MATERIAL PROVIDED below:

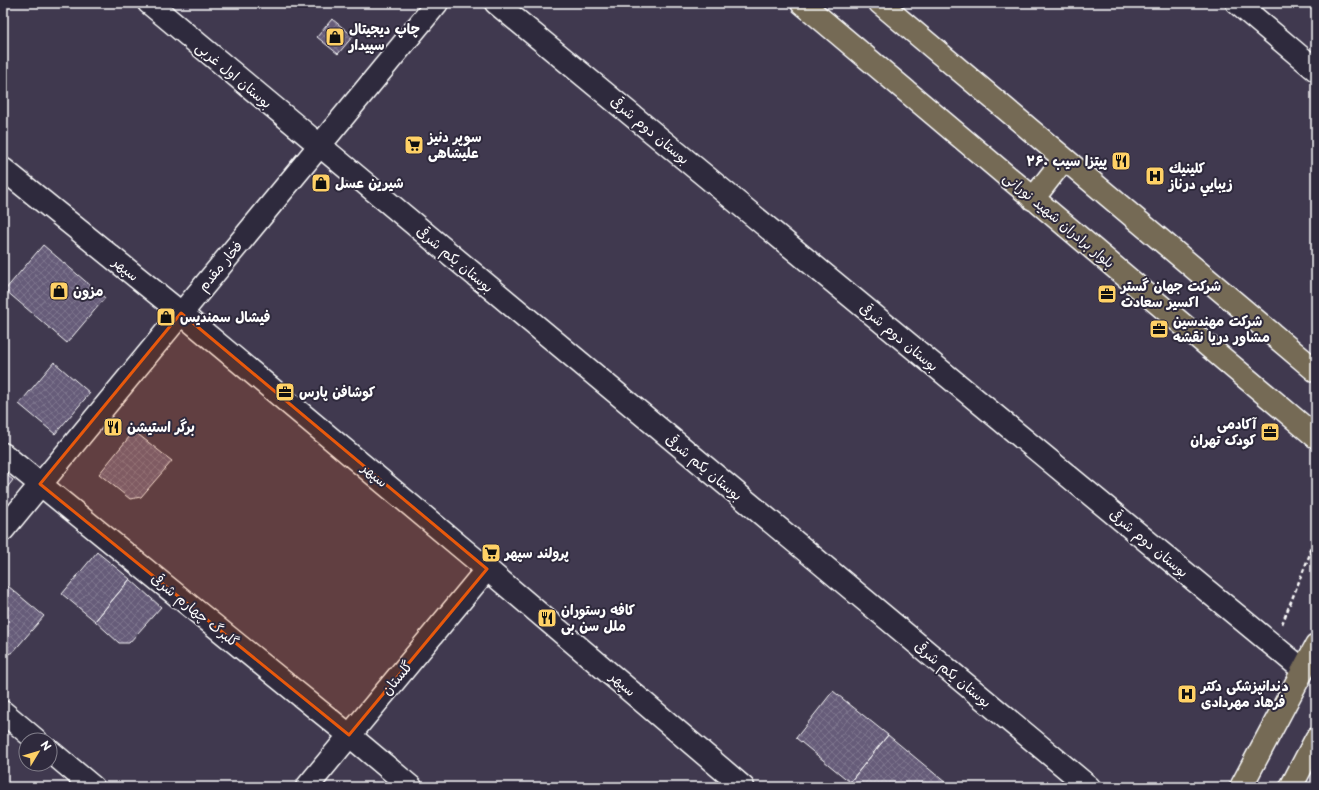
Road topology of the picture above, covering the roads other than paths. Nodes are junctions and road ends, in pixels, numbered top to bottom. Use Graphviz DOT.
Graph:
graph roads {
  1 [pos="149,3"];
  2 [pos="436,3"];
  3 [pos="496,3"];
  4 [pos="802,3"];
  5 [pos="880,3"];
  6 [pos="1237,3"];
  7 [pos="1316,70"];
  8 [pos="319,146"];
  9 [pos="1064,159"];
  10 [pos="3,170"];
  11 [pos="1033,199"];
  12 [pos="181,313"];
  13 [pos="1286,346"];
  14 [pos="1316,359"];
  15 [pos="1316,371"];
  16 [pos="1316,437"];
  17 [pos="3,454"];
  18 [pos="40,484"];
  19 [pos="3,530"];
  20 [pos="487,569"];
  21 [pos="1316,646"];
  22 [pos="1303,670"];
  23 [pos="3,712"];
  24 [pos="27,732"];
  25 [pos="350,735"];
  26 [pos="1316,739"];
  27 [pos="58,758"];
  28 [pos="93,787"];
  29 [pos="307,787"];
  30 [pos="411,787"];
  31 [pos="743,787"];
  32 [pos="1089,787"];
  33 [pos="1241,787"];
  34 [pos="1291,787"];
  1 -- 8 [label="street, بوستان اول غربی"];
  2 -- 8 [label="street, فخار مقدم"];
  3 -- 22 [label="street, بوستان دوم شرقی"];
  4 -- 11 [label="main road, بلوار برادران شهید نورانی"];
  5 -- 9 [label="main road"];
  6 -- 7 [label="street"];
  8 -- 12 [label="street, فخار مقدم"];
  8 -- 32 [label="street, بوستان یکم شرقی"];
  9 -- 11 [label="main road"];
  9 -- 13 [label="main road"];
  10 -- 12 [label="street, سپهر"];
  11 -- 16 [label="main road, بلوار برادران شهید نورانی"];
  12 -- 18 [label="street, فخار مقدم"];
  12 -- 20 [label="street, سپهر"];
  13 -- 14 [label="main road"];
  13 -- 15 [label="main road"];
  17 -- 18 [label="street, گلبرگ چهارم شرقی"];
  18 -- 19 [label="street, فخار مقدم"];
  18 -- 25 [label="street, گلبرگ چهارم شرقی"];
  20 -- 25 [label="street, گلستان"];
  20 -- 31 [label="street, سپهر"];
  21 -- 22 [label="main road"];
  22 -- 33 [label="main road"];
  23 -- 24 [label="street"];
  25 -- 29 [label="street, گلستان"];
  25 -- 30 [label="street, گلبرگ چهارم شرقی"];
  26 -- 34 [label="main road"];
  27 -- 28 [label="street"];
}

End of MATERIAL PROVIDED.

- _YOUR TASK_
Would you copy every entry exactly as it stands, leaving out the pictures?

- _COMPLETED EXERCISE_
Road topology of the picture above, covering the roads other than paths. Nodes are junctions and road ends, in pixels, numbered top to bottom. Use Graphviz DOT.
Graph:
graph roads {
  1 [pos="149,3"];
  2 [pos="436,3"];
  3 [pos="496,3"];
  4 [pos="802,3"];
  5 [pos="880,3"];
  6 [pos="1237,3"];
  7 [pos="1316,70"];
  8 [pos="319,146"];
  9 [pos="1064,159"];
  10 [pos="3,170"];
  11 [pos="1033,199"];
  12 [pos="181,313"];
  13 [pos="1286,346"];
  14 [pos="1316,359"];
  15 [pos="1316,371"];
  16 [pos="1316,437"];
  17 [pos="3,454"];
  18 [pos="40,484"];
  19 [pos="3,530"];
  20 [pos="487,569"];
  21 [pos="1316,646"];
  22 [pos="1303,670"];
  23 [pos="3,712"];
  24 [pos="27,732"];
  25 [pos="350,735"];
  26 [pos="1316,739"];
  27 [pos="58,758"];
  28 [pos="93,787"];
  29 [pos="307,787"];
  30 [pos="411,787"];
  31 [pos="743,787"];
  32 [pos="1089,787"];
  33 [pos="1241,787"];
  34 [pos="1291,787"];
  1 -- 8 [label="street, بوستان اول غربی"];
  2 -- 8 [label="street, فخار مقدم"];
  3 -- 22 [label="street, بوستان دوم شرقی"];
  4 -- 11 [label="main road, بلوار برادران شهید نورانی"];
  5 -- 9 [label="main road"];
  6 -- 7 [label="street"];
  8 -- 12 [label="street, فخار مقدم"];
  8 -- 32 [label="street, بوستان یکم شرقی"];
  9 -- 11 [label="main road"];
  9 -- 13 [label="main road"];
  10 -- 12 [label="street, سپهر"];
  11 -- 16 [label="main road, بلوار برادران شهید نورانی"];
  12 -- 18 [label="street, فخار مقدم"];
  12 -- 20 [label="street, سپهر"];
  13 -- 14 [label="main road"];
  13 -- 15 [label="main road"];
  17 -- 18 [label="street, گلبرگ چهارم شرقی"];
  18 -- 19 [label="street, فخار مقدم"];
  18 -- 25 [label="street, گلبرگ چهارم شرقی"];
  20 -- 25 [label="street, گلستان"];
  20 -- 31 [label="street, سپهر"];
  21 -- 22 [label="main road"];
  22 -- 33 [label="main road"];
  23 -- 24 [label="street"];
  25 -- 29 [label="street, گلستان"];
  25 -- 30 [label="street, گلبرگ چهارم شرقی"];
  26 -- 34 [label="main road"];
  27 -- 28 [label="street"];
}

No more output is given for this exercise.